Jurg Ott / 11 July 2011
Beijing Institute of Genomics

Disease-Associated Genotype Patterns

This document refers to our publication (Long et al 2009) on estimating genotype patterns (diplotypes) and testing for frequency differencies between case and control individuals. Here is a brief description on how to use our software called randompat, RP. It is currently available only for Windows PCs, but the source code (available from me) may be compiled for Linux PCs with the Free Pascal compiler. A Ukrainian (Belorussion?) translation of this document is available here.

Installation

Input Files

As mentioned above, there are two input files, a parameter file and a datafile. The sample parameter file provides a brief description on how to set up this file. The datafile must have the structure of a sumstat file and may or may not contain chromosomal information for the SNPs. Briefly, rows in the datafile correspond to SNPs and columns represent individuals, while the body of the file contains genotype codes, for example, 1 = AA, 2 = AB, 3 = BB, 0 = unknown. The last row contains indicator codes for disease status, for example, 1 = control, 2 = case (affected).

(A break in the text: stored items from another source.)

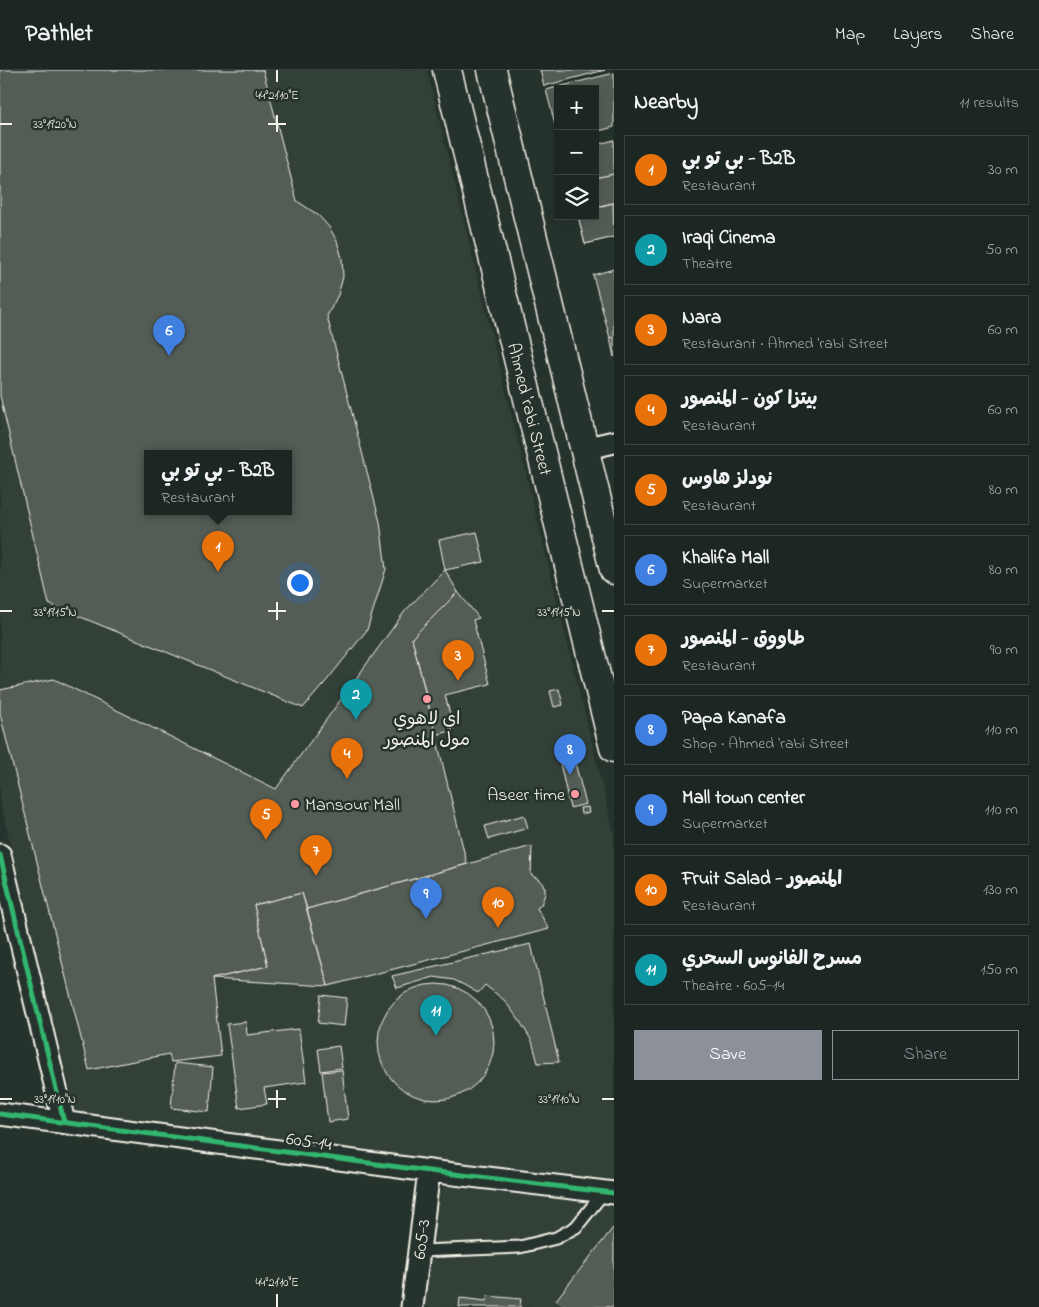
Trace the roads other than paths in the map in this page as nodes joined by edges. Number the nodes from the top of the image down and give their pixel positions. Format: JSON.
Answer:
{"nodes":[{"id":1,"x":447,"y":70,"type":"edge"},
{"id":2,"x":492,"y":70,"type":"edge"},
{"id":3,"x":614,"y":442,"type":"edge"},
{"id":4,"x":584,"y":449,"type":"junction"},
{"id":5,"x":608,"y":516,"type":"edge"},
{"id":6,"x":614,"y":570,"type":"edge"},
{"id":7,"x":614,"y":748,"type":"edge"},
{"id":8,"x":0,"y":855,"type":"edge"},
{"id":9,"x":9,"y":929,"type":"edge"},
{"id":10,"x":0,"y":1114,"type":"edge"},
{"id":11,"x":64,"y":1122,"type":"junction"},
{"id":12,"x":429,"y":1171,"type":"junction"},
{"id":13,"x":609,"y":1192,"type":"edge"},
{"id":14,"x":420,"y":1251,"type":"junction"},
{"id":15,"x":412,"y":1307,"type":"edge"}],
"edges":[{"from":1,"to":7,"type":"main road","name":"Ahmed 'rabi Street"},
{"from":2,"to":4,"type":"main road"},
{"from":3,"to":4,"type":"street"},
{"from":4,"to":5,"type":"main road"},
{"from":5,"to":6,"type":"main road"},
{"from":8,"to":9,"type":"street"},
{"from":9,"to":11,"type":"street"},
{"from":10,"to":11,"type":"street","name":"605-14"},
{"from":11,"to":12,"type":"street","name":"605-14"},
{"from":12,"to":13,"type":"street","name":"605-14"},
{"from":12,"to":14,"type":"street","name":"605-3"},
{"from":13,"to":14,"type":"lane"},
{"from":14,"to":15,"type":"street","name":"605-3"}]}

The last three columns are optional and may specify chromosome number, position, and marker identifier.

Your data may be in plink format, in which case you may use the included program, p2s, to convert the plink files to sumstat format. Using plink and assuming you have files called data.ped and data.map, you first must produce transposed datasets with the command,
  plink --file data --transpose --recode12
Then run the conversion program, p2s, and follow instructions.

Interpretation of Output

As described in our publication (Long et al 2009), the randompat program picks m SNPs on the basis of their individual significance for association. This can be done with the allele test (based on 2x2 tables of alleles) or the genotype test. Naturally, the order of SNPs picked is generally different depending on which test statistic is used to pick SNPs. The number m of SNPs for which genotype patterns are formed is an input quantity. Two parameter files are included in this package, RPparamZee2.txt and RPparamZee3.txt. They differ in the test type used to pick SNPs. The sample dataset provided here was previously described (Hoh et al 2001).

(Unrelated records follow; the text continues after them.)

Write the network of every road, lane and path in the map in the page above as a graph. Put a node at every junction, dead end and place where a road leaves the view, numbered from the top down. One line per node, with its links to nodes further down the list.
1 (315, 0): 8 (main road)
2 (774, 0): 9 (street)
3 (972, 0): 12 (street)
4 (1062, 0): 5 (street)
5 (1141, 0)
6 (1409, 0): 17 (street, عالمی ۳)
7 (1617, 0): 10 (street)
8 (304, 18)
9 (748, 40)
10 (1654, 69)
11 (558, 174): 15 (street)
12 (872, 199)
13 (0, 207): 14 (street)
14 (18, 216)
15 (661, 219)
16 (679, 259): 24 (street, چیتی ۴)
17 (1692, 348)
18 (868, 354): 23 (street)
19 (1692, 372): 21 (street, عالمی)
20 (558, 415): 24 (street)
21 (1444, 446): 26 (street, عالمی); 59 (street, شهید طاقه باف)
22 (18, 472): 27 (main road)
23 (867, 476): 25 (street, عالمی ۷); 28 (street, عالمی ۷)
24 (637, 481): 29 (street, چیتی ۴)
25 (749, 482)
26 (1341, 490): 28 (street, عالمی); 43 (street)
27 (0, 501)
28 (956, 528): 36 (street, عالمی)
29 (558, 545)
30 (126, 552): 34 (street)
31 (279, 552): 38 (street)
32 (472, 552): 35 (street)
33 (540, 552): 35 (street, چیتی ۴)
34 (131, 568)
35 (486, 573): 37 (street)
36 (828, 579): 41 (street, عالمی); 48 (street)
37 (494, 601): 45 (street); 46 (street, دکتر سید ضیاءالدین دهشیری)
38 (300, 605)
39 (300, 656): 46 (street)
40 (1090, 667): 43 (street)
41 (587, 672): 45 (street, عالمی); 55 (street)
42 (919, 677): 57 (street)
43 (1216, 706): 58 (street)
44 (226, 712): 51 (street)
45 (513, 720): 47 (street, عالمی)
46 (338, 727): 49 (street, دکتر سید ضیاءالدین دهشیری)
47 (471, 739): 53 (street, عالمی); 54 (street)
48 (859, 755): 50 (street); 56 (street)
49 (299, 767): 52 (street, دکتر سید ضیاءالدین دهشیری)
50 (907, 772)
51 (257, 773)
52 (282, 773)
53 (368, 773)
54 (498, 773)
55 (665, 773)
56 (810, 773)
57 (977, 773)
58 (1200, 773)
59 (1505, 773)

Running the RPparamZee3.txt file produces the following output:

Program RANDOMPAT version 11 Nov 2009

Sample data
Input file = ZeeData.txt
Number of observations = 779
Number of SNPs = 88
Pattern is rare when exp #obs <  1.00 in cases or controls
Number of permutations = 10000
SNPs picked by genotype test. Lambda = 1.0000

=== Observed data, best 2 SNPs ===
TestSNP   seq.#      chi-sq     p-value chr   position  name
      1      24      9.5254 8.5425E-003   5        231 CD14_05q31
      2      75      7.8312 1.9928E-002  17        113 TP53-2_17p13
779 of 779 individuals showed complete patterns

Observed table of genotype patterns and odds ratios
Controls   Cases  Pattern  OR
      95     112  2 3      1.753
     101      73  2 2      0.903
      59      27  1 2      0.549
      63      30  3 3      0.571
      55      59  1 3      1.448
      40      27  3 2      0.851
      11       8  2 1      0.928
       8       1  3 1      0.157
       5       5  1 1      1.282
sum  437     342  Total = 779
p = 5.0810E-004 for table of genotype patterns

=== Randomized adjusted p-values ===
Test SNP 1    5123/10000 = 5.1230E-001 = 0.5123
Test SNP 2    5118/10000 = 5.1180E-001 = 0.5118
     Table    1272/10000 = 1.2720E-001 = 0.1272

Initial seed = 6668993751905812589
*** Sun 15 Nov 2009   4:36:47h  ***
*** Sun 15 Nov 2009   4:36:55h  ***

For this run, the program picked the two SNPs with smallest p-values in the genotype association test (chi-square with 2 df), then formed genotype patterens and listed all patterns with an expected number of observations >1 in cases and controls each. It turns out that all possible 3 x 3 = 9 patterns occur in this dataset. The pattern with strongest disease association, judged by the odds ratio, OR = 1.753, is 2-3 (AB-BB) at test SNPs 1 and 2, respectively. On the other hand, the pattern showing the strongest association with absence of disease is 0.157 (1/OR = 6.37). Based on numbers of observations, one should now compute confidence intervals on these ORs in order to interpret them reasonably. For example, for the 2-3 pattern, numbers of observations may be displayed as follows:

cases controls
pattern 2-3 112 95
other patterns 230 342
total 342 437

The 2BY2 program furnishes OR = 1.753 and an associated 95% confidence interval of (1.272, 2.415).

References

Hoh, J., Wille, A., and Ott, J. 2001. Trimming, weighting, and grouping SNPs in human case-control association studies. Genome Res 11(12): 2115-2119.

Long, Q., Zhang, Q., and Ott, J. 2009. Detecting disease-associated genotype patterns. BMC Bioinformatics 10(Suppl 1): S75.